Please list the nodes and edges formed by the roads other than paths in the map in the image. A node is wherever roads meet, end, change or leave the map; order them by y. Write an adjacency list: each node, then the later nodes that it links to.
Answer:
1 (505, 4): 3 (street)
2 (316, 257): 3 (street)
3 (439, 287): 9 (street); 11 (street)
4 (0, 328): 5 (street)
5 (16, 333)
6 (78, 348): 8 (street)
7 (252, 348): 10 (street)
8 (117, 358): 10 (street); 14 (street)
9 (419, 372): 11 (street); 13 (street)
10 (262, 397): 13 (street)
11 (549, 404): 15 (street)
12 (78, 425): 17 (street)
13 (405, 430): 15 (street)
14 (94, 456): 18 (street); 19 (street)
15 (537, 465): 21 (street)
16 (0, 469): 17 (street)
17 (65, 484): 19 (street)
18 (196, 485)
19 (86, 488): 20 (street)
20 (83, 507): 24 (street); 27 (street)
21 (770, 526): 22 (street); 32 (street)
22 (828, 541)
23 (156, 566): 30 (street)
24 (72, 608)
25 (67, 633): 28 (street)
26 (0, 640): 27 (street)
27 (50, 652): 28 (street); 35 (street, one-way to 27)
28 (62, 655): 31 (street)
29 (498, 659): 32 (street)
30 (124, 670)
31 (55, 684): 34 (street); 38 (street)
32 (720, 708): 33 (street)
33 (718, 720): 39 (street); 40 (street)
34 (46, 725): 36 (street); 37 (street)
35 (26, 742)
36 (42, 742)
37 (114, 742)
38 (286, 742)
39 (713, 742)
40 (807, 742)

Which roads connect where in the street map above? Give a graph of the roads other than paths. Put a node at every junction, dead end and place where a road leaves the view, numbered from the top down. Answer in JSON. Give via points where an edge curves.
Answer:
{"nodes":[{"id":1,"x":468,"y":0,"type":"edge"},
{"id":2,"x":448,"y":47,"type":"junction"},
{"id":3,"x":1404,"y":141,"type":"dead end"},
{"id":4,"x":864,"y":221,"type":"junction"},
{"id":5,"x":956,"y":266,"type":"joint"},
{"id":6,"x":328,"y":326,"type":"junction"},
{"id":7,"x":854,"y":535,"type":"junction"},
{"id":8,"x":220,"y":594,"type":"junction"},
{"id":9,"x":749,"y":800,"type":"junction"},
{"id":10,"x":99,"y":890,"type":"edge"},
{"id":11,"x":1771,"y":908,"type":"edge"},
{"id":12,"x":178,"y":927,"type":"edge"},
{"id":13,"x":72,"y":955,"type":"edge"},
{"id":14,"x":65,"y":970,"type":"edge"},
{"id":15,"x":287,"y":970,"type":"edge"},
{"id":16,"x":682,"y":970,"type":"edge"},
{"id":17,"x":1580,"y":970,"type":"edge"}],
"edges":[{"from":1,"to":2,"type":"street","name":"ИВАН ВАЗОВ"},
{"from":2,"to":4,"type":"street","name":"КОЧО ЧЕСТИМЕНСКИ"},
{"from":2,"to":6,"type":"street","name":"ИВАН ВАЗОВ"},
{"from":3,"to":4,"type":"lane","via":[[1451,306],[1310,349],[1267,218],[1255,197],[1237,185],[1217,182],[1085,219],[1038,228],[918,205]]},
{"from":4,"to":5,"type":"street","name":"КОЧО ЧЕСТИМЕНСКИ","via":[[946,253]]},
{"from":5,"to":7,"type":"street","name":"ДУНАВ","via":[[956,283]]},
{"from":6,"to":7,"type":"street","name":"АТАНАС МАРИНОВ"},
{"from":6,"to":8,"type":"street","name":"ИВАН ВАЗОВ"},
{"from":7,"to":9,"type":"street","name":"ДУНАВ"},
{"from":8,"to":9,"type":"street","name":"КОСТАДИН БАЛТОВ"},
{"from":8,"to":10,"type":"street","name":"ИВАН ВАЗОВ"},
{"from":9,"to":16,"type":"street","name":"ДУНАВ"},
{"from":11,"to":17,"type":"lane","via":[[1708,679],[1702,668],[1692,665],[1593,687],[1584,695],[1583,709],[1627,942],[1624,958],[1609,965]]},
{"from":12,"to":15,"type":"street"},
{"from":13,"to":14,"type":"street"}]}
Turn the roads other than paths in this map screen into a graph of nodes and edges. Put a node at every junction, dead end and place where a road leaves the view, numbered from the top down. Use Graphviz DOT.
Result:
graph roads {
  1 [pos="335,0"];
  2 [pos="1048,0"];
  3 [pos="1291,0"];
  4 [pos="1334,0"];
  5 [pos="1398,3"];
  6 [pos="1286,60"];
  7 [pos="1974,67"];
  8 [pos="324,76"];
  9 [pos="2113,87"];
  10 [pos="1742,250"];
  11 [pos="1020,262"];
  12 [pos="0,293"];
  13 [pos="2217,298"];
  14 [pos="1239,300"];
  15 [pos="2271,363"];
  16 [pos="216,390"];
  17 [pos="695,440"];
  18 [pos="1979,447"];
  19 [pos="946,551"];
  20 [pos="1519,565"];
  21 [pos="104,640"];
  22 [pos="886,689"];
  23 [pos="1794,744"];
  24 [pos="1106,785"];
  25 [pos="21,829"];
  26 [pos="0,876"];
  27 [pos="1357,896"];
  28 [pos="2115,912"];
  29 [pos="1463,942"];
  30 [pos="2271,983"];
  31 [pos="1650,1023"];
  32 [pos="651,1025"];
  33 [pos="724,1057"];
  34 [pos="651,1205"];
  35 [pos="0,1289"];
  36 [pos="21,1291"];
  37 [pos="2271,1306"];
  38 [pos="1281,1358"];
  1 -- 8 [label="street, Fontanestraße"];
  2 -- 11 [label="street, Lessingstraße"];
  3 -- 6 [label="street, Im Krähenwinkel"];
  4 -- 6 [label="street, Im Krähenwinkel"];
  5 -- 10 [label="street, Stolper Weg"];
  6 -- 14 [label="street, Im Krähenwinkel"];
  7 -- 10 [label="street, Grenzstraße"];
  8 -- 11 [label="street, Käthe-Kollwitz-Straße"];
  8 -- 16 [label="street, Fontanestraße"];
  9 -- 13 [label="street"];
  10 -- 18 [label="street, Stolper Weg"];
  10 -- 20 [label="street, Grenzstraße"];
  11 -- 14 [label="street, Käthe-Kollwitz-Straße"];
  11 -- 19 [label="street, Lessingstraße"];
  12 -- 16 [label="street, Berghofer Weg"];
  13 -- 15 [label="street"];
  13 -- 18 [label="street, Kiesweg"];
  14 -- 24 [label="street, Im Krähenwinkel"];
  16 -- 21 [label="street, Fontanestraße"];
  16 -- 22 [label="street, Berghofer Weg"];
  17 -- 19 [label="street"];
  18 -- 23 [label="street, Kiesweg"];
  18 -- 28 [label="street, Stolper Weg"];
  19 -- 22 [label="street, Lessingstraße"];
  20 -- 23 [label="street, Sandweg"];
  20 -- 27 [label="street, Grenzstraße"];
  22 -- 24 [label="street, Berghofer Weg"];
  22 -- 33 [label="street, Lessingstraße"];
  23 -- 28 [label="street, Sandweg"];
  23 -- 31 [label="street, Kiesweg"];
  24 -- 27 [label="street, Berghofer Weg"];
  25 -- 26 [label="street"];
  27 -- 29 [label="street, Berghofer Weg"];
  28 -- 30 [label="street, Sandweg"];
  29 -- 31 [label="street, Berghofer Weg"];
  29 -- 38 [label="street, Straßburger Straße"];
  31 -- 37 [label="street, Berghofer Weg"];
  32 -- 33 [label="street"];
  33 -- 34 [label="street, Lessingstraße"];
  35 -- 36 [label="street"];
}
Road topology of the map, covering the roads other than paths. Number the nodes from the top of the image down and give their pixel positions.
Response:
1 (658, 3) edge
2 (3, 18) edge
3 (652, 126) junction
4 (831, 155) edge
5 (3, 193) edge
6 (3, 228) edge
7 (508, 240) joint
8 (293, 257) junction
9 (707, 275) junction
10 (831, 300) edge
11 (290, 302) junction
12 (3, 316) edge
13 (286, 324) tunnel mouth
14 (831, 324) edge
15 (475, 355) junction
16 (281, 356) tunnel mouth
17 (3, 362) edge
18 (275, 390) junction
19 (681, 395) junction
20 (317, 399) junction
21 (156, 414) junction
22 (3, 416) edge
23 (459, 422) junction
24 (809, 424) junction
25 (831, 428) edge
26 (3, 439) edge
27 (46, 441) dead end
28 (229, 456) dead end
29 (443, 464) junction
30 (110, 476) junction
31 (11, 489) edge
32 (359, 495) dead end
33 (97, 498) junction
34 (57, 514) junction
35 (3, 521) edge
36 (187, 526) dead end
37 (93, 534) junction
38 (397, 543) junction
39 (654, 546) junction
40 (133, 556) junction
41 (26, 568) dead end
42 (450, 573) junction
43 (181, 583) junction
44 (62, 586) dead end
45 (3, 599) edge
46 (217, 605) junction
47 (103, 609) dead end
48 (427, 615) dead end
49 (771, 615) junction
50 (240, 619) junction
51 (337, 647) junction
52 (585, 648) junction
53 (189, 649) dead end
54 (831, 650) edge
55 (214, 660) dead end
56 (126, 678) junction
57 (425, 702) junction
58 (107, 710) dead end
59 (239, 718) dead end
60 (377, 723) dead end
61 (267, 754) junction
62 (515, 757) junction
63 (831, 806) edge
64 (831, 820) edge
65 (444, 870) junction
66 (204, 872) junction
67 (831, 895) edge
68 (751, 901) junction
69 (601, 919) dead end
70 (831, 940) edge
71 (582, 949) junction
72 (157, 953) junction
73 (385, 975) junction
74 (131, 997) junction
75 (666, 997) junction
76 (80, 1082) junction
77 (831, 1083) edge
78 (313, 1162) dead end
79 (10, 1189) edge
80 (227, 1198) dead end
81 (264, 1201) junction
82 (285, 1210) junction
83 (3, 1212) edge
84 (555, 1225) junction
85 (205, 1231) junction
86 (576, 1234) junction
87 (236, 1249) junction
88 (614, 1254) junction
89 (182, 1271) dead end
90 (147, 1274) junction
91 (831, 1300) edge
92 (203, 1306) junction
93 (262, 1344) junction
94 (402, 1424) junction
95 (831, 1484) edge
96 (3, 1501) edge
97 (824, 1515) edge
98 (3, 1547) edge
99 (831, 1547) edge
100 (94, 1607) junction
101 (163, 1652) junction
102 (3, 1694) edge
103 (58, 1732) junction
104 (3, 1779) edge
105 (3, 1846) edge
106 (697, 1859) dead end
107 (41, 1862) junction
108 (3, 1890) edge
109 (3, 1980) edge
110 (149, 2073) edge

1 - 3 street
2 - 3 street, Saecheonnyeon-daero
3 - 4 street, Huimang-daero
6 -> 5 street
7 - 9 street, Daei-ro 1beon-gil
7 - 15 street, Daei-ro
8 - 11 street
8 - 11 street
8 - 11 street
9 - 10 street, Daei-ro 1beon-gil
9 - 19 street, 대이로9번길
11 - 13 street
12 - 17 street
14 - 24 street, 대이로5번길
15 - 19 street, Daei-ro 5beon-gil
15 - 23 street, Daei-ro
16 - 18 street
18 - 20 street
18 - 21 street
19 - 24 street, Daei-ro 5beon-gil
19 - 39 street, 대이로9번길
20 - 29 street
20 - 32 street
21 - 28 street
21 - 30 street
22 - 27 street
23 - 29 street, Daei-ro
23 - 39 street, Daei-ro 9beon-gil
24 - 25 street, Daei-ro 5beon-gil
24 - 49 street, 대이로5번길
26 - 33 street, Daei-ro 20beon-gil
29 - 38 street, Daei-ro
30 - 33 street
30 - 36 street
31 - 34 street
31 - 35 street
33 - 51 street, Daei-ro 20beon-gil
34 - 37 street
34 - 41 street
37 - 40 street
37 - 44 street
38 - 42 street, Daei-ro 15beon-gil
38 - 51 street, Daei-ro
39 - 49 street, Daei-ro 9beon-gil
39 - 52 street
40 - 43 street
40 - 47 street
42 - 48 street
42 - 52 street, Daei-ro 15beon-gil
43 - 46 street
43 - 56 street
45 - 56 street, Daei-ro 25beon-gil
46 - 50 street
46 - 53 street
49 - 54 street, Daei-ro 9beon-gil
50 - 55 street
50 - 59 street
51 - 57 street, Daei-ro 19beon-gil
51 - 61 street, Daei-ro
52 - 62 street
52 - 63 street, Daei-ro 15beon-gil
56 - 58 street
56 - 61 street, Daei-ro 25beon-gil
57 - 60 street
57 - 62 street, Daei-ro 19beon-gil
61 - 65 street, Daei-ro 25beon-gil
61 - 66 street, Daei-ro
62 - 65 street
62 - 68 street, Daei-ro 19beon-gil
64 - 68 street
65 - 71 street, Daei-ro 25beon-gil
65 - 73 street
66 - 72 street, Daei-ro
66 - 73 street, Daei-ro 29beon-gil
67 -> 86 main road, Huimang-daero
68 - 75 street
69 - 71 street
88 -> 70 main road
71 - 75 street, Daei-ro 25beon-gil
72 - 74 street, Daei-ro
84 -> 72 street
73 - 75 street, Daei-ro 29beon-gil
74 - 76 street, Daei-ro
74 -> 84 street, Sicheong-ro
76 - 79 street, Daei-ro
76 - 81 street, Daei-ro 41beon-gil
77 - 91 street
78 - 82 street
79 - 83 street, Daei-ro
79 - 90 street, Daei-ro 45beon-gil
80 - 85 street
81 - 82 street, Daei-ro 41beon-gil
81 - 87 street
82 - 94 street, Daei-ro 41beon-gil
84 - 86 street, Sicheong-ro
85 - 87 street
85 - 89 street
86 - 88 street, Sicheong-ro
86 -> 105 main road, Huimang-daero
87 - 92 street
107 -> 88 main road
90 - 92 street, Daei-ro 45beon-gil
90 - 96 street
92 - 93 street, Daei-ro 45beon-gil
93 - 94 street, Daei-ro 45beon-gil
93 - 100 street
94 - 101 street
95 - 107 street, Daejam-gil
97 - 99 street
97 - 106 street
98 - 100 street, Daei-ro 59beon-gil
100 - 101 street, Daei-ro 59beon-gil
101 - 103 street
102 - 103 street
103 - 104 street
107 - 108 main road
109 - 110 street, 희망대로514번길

****************

• _Task directions_
Give again, word for word, the records from their first line to the one with "Which roads connect", and leave out all else.

• _Exercise solution_
Please list the nodes and edges formed by the roads other than paths in the map in the image. A node is wherever roads meet, end, change or leave the map; order them by y. Write an adjacency list: each node, then the later nodes that it links to.
Answer:
1 (505, 4): 3 (street)
2 (316, 257): 3 (street)
3 (439, 287): 9 (street); 11 (street)
4 (0, 328): 5 (street)
5 (16, 333)
6 (78, 348): 8 (street)
7 (252, 348): 10 (street)
8 (117, 358): 10 (street); 14 (street)
9 (419, 372): 11 (street); 13 (street)
10 (262, 397): 13 (street)
11 (549, 404): 15 (street)
12 (78, 425): 17 (street)
13 (405, 430): 15 (street)
14 (94, 456): 18 (street); 19 (street)
15 (537, 465): 21 (street)
16 (0, 469): 17 (street)
17 (65, 484): 19 (street)
18 (196, 485)
19 (86, 488): 20 (street)
20 (83, 507): 24 (street); 27 (street)
21 (770, 526): 22 (street); 32 (street)
22 (828, 541)
23 (156, 566): 30 (street)
24 (72, 608)
25 (67, 633): 28 (street)
26 (0, 640): 27 (street)
27 (50, 652): 28 (street); 35 (street, one-way to 27)
28 (62, 655): 31 (street)
29 (498, 659): 32 (street)
30 (124, 670)
31 (55, 684): 34 (street); 38 (street)
32 (720, 708): 33 (street)
33 (718, 720): 39 (street); 40 (street)
34 (46, 725): 36 (street); 37 (street)
35 (26, 742)
36 (42, 742)
37 (114, 742)
38 (286, 742)
39 (713, 742)
40 (807, 742)

Which roads connect where in the street map above? Give a graph of the roads other than paths. Put a node at every junction, dead end and place where a road leaves the view, numbered from the top down. Answer in JSON. Give via points where an edge curves.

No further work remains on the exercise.